:: Action item ::
Write out the data exactly, keeping every line.

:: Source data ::
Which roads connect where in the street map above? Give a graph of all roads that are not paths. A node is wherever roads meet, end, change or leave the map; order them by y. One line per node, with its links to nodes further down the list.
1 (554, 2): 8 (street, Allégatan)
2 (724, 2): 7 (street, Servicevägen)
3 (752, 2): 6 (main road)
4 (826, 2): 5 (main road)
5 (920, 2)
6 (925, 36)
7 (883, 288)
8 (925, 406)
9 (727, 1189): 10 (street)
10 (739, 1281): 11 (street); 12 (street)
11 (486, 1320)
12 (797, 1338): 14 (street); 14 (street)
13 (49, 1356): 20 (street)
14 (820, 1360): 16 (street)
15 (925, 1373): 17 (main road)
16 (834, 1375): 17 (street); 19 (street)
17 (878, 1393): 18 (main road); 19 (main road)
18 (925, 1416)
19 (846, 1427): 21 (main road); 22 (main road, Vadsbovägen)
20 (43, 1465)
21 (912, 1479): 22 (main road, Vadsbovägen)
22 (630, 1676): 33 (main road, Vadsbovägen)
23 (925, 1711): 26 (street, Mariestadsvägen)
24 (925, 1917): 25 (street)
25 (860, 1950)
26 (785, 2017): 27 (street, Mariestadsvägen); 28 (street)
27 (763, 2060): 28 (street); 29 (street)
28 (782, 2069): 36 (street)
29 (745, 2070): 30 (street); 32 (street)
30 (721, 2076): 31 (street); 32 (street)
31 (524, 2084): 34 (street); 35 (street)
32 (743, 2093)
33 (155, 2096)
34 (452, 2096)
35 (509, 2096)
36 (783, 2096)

:: Expected answer ::
Which roads connect where in the street map above? Give a graph of all roads that are not paths. A node is wherever roads meet, end, change or leave the map; order them by y. One line per node, with its links to nodes further down the list.
1 (554, 2): 8 (street, Allégatan)
2 (724, 2): 7 (street, Servicevägen)
3 (752, 2): 6 (main road)
4 (826, 2): 5 (main road)
5 (920, 2)
6 (925, 36)
7 (883, 288)
8 (925, 406)
9 (727, 1189): 10 (street)
10 (739, 1281): 11 (street); 12 (street)
11 (486, 1320)
12 (797, 1338): 14 (street); 14 (street)
13 (49, 1356): 20 (street)
14 (820, 1360): 16 (street)
15 (925, 1373): 17 (main road)
16 (834, 1375): 17 (street); 19 (street)
17 (878, 1393): 18 (main road); 19 (main road)
18 (925, 1416)
19 (846, 1427): 21 (main road); 22 (main road, Vadsbovägen)
20 (43, 1465)
21 (912, 1479): 22 (main road, Vadsbovägen)
22 (630, 1676): 33 (main road, Vadsbovägen)
23 (925, 1711): 26 (street, Mariestadsvägen)
24 (925, 1917): 25 (street)
25 (860, 1950)
26 (785, 2017): 27 (street, Mariestadsvägen); 28 (street)
27 (763, 2060): 28 (street); 29 (street)
28 (782, 2069): 36 (street)
29 (745, 2070): 30 (street); 32 (street)
30 (721, 2076): 31 (street); 32 (street)
31 (524, 2084): 34 (street); 35 (street)
32 (743, 2093)
33 (155, 2096)
34 (452, 2096)
35 (509, 2096)
36 (783, 2096)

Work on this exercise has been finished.